WHAT IS EXPECTED — Every entry below is to be copied exactly, with nothing omitted.

INPUT MATERIAL —

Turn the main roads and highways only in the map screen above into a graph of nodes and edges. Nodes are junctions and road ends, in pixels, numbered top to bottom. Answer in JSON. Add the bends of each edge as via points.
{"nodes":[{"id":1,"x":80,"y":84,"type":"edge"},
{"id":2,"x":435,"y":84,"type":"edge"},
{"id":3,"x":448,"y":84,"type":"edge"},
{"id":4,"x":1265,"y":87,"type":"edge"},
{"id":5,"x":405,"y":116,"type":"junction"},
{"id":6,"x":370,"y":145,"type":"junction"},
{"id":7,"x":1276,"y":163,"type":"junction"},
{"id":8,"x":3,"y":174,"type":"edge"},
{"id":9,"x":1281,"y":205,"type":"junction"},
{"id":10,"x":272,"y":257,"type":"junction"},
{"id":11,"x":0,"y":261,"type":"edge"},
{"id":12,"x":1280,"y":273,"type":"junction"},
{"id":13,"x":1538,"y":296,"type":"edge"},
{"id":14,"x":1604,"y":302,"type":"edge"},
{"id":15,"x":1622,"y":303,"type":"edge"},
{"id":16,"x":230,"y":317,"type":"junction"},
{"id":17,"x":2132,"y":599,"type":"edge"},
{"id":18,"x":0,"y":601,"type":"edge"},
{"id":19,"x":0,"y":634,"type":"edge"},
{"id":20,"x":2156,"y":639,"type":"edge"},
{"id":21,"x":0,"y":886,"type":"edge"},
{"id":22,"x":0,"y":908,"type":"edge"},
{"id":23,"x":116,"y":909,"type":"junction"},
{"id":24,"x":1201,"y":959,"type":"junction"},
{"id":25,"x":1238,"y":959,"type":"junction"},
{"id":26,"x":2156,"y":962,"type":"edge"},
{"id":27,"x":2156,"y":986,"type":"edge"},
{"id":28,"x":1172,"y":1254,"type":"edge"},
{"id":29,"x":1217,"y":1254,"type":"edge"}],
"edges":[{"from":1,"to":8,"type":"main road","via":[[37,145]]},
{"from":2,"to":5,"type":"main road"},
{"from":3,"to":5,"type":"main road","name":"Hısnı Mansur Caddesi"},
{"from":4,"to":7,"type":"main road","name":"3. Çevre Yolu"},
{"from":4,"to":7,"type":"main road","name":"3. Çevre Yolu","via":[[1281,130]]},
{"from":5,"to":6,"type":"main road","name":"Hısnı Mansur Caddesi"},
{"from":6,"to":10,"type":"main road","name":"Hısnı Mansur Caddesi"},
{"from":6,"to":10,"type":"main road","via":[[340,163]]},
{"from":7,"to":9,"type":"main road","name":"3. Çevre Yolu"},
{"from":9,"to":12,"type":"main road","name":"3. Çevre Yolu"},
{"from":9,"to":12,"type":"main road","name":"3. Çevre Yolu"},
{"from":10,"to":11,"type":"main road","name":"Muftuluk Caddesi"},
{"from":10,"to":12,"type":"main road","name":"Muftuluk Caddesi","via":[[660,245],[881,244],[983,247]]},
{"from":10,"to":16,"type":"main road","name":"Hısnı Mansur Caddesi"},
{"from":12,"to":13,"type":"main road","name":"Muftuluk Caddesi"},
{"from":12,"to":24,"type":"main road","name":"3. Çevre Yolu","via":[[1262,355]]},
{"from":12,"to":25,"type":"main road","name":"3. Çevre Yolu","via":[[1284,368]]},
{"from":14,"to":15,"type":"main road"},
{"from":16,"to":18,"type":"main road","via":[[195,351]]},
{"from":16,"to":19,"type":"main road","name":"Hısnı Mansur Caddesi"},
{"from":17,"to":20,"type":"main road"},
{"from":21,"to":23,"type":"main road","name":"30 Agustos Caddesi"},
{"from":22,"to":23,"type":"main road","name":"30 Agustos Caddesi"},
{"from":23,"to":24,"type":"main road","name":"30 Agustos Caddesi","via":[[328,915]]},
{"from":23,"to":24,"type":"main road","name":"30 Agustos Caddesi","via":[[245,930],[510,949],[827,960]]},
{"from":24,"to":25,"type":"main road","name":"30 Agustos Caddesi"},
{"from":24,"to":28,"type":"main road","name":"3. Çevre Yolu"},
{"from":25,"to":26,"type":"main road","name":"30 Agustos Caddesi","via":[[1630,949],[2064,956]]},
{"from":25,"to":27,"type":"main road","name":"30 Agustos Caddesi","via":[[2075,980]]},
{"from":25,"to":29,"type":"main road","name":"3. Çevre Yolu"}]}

RESULT OF THIS EXERCISE —
Turn the main roads and highways only in the map screen above into a graph of nodes and edges. Nodes are junctions and road ends, in pixels, numbered top to bottom. Answer in JSON. Add the bends of each edge as via points.
{"nodes":[{"id":1,"x":80,"y":84,"type":"edge"},
{"id":2,"x":435,"y":84,"type":"edge"},
{"id":3,"x":448,"y":84,"type":"edge"},
{"id":4,"x":1265,"y":87,"type":"edge"},
{"id":5,"x":405,"y":116,"type":"junction"},
{"id":6,"x":370,"y":145,"type":"junction"},
{"id":7,"x":1276,"y":163,"type":"junction"},
{"id":8,"x":3,"y":174,"type":"edge"},
{"id":9,"x":1281,"y":205,"type":"junction"},
{"id":10,"x":272,"y":257,"type":"junction"},
{"id":11,"x":0,"y":261,"type":"edge"},
{"id":12,"x":1280,"y":273,"type":"junction"},
{"id":13,"x":1538,"y":296,"type":"edge"},
{"id":14,"x":1604,"y":302,"type":"edge"},
{"id":15,"x":1622,"y":303,"type":"edge"},
{"id":16,"x":230,"y":317,"type":"junction"},
{"id":17,"x":2132,"y":599,"type":"edge"},
{"id":18,"x":0,"y":601,"type":"edge"},
{"id":19,"x":0,"y":634,"type":"edge"},
{"id":20,"x":2156,"y":639,"type":"edge"},
{"id":21,"x":0,"y":886,"type":"edge"},
{"id":22,"x":0,"y":908,"type":"edge"},
{"id":23,"x":116,"y":909,"type":"junction"},
{"id":24,"x":1201,"y":959,"type":"junction"},
{"id":25,"x":1238,"y":959,"type":"junction"},
{"id":26,"x":2156,"y":962,"type":"edge"},
{"id":27,"x":2156,"y":986,"type":"edge"},
{"id":28,"x":1172,"y":1254,"type":"edge"},
{"id":29,"x":1217,"y":1254,"type":"edge"}],
"edges":[{"from":1,"to":8,"type":"main road","via":[[37,145]]},
{"from":2,"to":5,"type":"main road"},
{"from":3,"to":5,"type":"main road","name":"Hısnı Mansur Caddesi"},
{"from":4,"to":7,"type":"main road","name":"3. Çevre Yolu"},
{"from":4,"to":7,"type":"main road","name":"3. Çevre Yolu","via":[[1281,130]]},
{"from":5,"to":6,"type":"main road","name":"Hısnı Mansur Caddesi"},
{"from":6,"to":10,"type":"main road","name":"Hısnı Mansur Caddesi"},
{"from":6,"to":10,"type":"main road","via":[[340,163]]},
{"from":7,"to":9,"type":"main road","name":"3. Çevre Yolu"},
{"from":9,"to":12,"type":"main road","name":"3. Çevre Yolu"},
{"from":9,"to":12,"type":"main road","name":"3. Çevre Yolu"},
{"from":10,"to":11,"type":"main road","name":"Muftuluk Caddesi"},
{"from":10,"to":12,"type":"main road","name":"Muftuluk Caddesi","via":[[660,245],[881,244],[983,247]]},
{"from":10,"to":16,"type":"main road","name":"Hısnı Mansur Caddesi"},
{"from":12,"to":13,"type":"main road","name":"Muftuluk Caddesi"},
{"from":12,"to":24,"type":"main road","name":"3. Çevre Yolu","via":[[1262,355]]},
{"from":12,"to":25,"type":"main road","name":"3. Çevre Yolu","via":[[1284,368]]},
{"from":14,"to":15,"type":"main road"},
{"from":16,"to":18,"type":"main road","via":[[195,351]]},
{"from":16,"to":19,"type":"main road","name":"Hısnı Mansur Caddesi"},
{"from":17,"to":20,"type":"main road"},
{"from":21,"to":23,"type":"main road","name":"30 Agustos Caddesi"},
{"from":22,"to":23,"type":"main road","name":"30 Agustos Caddesi"},
{"from":23,"to":24,"type":"main road","name":"30 Agustos Caddesi","via":[[328,915]]},
{"from":23,"to":24,"type":"main road","name":"30 Agustos Caddesi","via":[[245,930],[510,949],[827,960]]},
{"from":24,"to":25,"type":"main road","name":"30 Agustos Caddesi"},
{"from":24,"to":28,"type":"main road","name":"3. Çevre Yolu"},
{"from":25,"to":26,"type":"main road","name":"30 Agustos Caddesi","via":[[1630,949],[2064,956]]},
{"from":25,"to":27,"type":"main road","name":"30 Agustos Caddesi","via":[[2075,980]]},
{"from":25,"to":29,"type":"main road","name":"3. Çevre Yolu"}]}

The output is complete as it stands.